Der Clou daran: Normalerweise sind chemische Bindungen fixiert. Sie zwingen die durch sie verknüpften Atome, eine bestimmte räumliche Stellung zueinander einzunehmen. Zwar können diese kovalenten Bindungen unter bestimmten Bedingungen umklappen, frei und leicht beweglich ist diese Verknüpfung aber nicht. Erst durch die von Sauvage entwickelten Molekülklasse der Catenane ändert sich dies. Der Chemiker schuf damit die Grundlage für die Gelenke und Getriebe heutiger Nanomaschinen.

Aus sogenannten Rotaxanen konstruierten Stoddart und seine Kollegen unter anderem einen Nano-Fahrstuhl. © Nobelprize.org
Ring und Achse aus Molekülen
Der nächste Schritt gelang dem aus Schottland stammenden Chemiker J. Fraser Stoddart. Er konstruierte 1991 erstmals ein weiteres grundlegendes Bauteil für Nanomaschinen, die sogenannte Rotaxane. Diese bestehen aus einem langen, stabförmigen Molekül, das als Achse dient, und einem darum gelegten ringförmigen Molekül aus aromatischen Kohlenwasserstoffen.
Wird diesem Bauteil Energie beispielsweise in Form von Wärme zugeführt, bewegt sich der Ring zwischen den beiden Enden der Achse hin und her – wie ein winziges Shuttle. Stoddart und seine Kollegen konstruierten aus solchen Rotaxanen unter anderem einen Nano-Fahrstuhl mit dem Ring als „Kabine“, aber auch künstliche Muskeln im Nanomaßstab, die genügend Kraft entwickeln, um eine dünne Goldfolie zu biegen.
Der erste Nanomotor
Nachdem diese beiden chemischen Nano-Bauteile erfunden waren, begann weltweit der Wettlauf um den ersten echten Nanomotor. Das Rennen machte 1999 der niederländische Chemiker Bernard Feringa.

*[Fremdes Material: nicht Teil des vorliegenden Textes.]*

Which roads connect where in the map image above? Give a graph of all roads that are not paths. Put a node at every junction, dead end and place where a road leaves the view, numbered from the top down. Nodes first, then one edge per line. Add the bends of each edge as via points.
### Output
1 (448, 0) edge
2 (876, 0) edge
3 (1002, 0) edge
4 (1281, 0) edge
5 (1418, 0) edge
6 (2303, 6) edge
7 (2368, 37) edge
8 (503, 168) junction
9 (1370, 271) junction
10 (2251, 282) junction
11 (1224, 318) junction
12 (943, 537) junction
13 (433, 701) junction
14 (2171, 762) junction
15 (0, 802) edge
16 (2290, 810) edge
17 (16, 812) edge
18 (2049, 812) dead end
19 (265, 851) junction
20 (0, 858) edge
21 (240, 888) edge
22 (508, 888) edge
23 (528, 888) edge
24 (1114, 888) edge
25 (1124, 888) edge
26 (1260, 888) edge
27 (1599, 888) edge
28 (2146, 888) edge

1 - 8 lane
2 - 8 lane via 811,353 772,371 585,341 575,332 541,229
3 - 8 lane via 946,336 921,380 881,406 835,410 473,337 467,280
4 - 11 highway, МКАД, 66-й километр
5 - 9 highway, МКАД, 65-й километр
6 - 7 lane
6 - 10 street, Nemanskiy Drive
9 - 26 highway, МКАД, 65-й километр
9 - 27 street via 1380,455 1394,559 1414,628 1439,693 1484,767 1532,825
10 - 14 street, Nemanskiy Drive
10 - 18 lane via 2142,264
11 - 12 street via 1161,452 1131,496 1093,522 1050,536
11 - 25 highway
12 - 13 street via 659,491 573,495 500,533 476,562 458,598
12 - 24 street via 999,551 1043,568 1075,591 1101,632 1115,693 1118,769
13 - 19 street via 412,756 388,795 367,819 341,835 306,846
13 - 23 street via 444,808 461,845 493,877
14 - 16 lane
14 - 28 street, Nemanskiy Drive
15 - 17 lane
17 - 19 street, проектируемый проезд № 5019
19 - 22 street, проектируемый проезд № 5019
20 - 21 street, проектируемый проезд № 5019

Ihm gelang es als ersten, ein Molekül zu konstruieren, dass bei Beleuchtung in eine Richtung rotiert – sozusagen ein chemischer Propeller.
Dieser chemische Rotor besteht aus flachen, scheibenartigen Kohlenwasserstoffen, sogenannten überfüllten Alkenen. Diese besitzen an zwei Stellen angehängte Methylgruppen, die wie kleine Rotorblätter vorstehen. Wird dieses Molekül mit UV-Licht bestrahlt, klappt einer dieser Rotoren um 180 Grad um und bringt das Molekül in Bewegung. Gleichzeitig verhindert die Struktur, dass es sich wieder zurückdreht – wie bei einer mechanischen Ratsche. Durch ständige Lichtpulse dreht sich der Nanorotor immer weiter in eine Richtung.

Inzwischen konnten Forscher verschiedenste molekulare Maschinen entwickeln: zum Beispiel ein Nanoauto. © Nobelprize.org
Wenig später kombinierten Feringa und seine Kollegen vier solcher Nanorotoren mit einer molekularen Karosserie und schufen so ein von Licht angetriebenes Nanoauto. Wurde es bestrahlt, fuhr es langsam über eine Oberfläche. Wie viel Kraft diese molekularen Rotoren ausüben können, bewiesen die Forscher mit einem weiteren Experiment: Sie verbanden ihre Nanomaschinen mit einem 28 Mikrometer langen Glaszylinder – er war damit rund 10.000-Mal größer als sie. Dennoch gelang es den winzigen Rotoren, den gesamten Zylinder in Drehung zu versetzen.
„Aus der Stagnation des Gleichgewichts gerissen“
„Die diesjährigen Nobelpreisträger haben molekulare Systeme aus der Stagnation des chemischen Gleichgewichts gerissen und in Zustände überführt, in denen ihre Bewegungen kontrollierbar werden“, heißt es in der Begründung des Nobelpreis-Komitees. Damit legten Sauvage, Stoddart und Feringa die Basis für das gesamte neue Forschungsfeld der molekularen Maschinen.
„Noch steht die Entwicklung der molekularen Motoren ganz am Anfang, vergleichbar dem Stadium des elektrischen Motors in den 1830er Jahren, als Forscher mit sich drehenden Rädern und anderen Objekten experimentierten – ohne zu ahnen, dass daraus einst Eisenbahnen, Waschmaschinen und Ventilatoren werden würden“, so das Nobel-Komitee weiter. Ähnlich werden auch die Nanomaschinen in Zukunft ganz neue Anwendungen und Technologien möglich machen.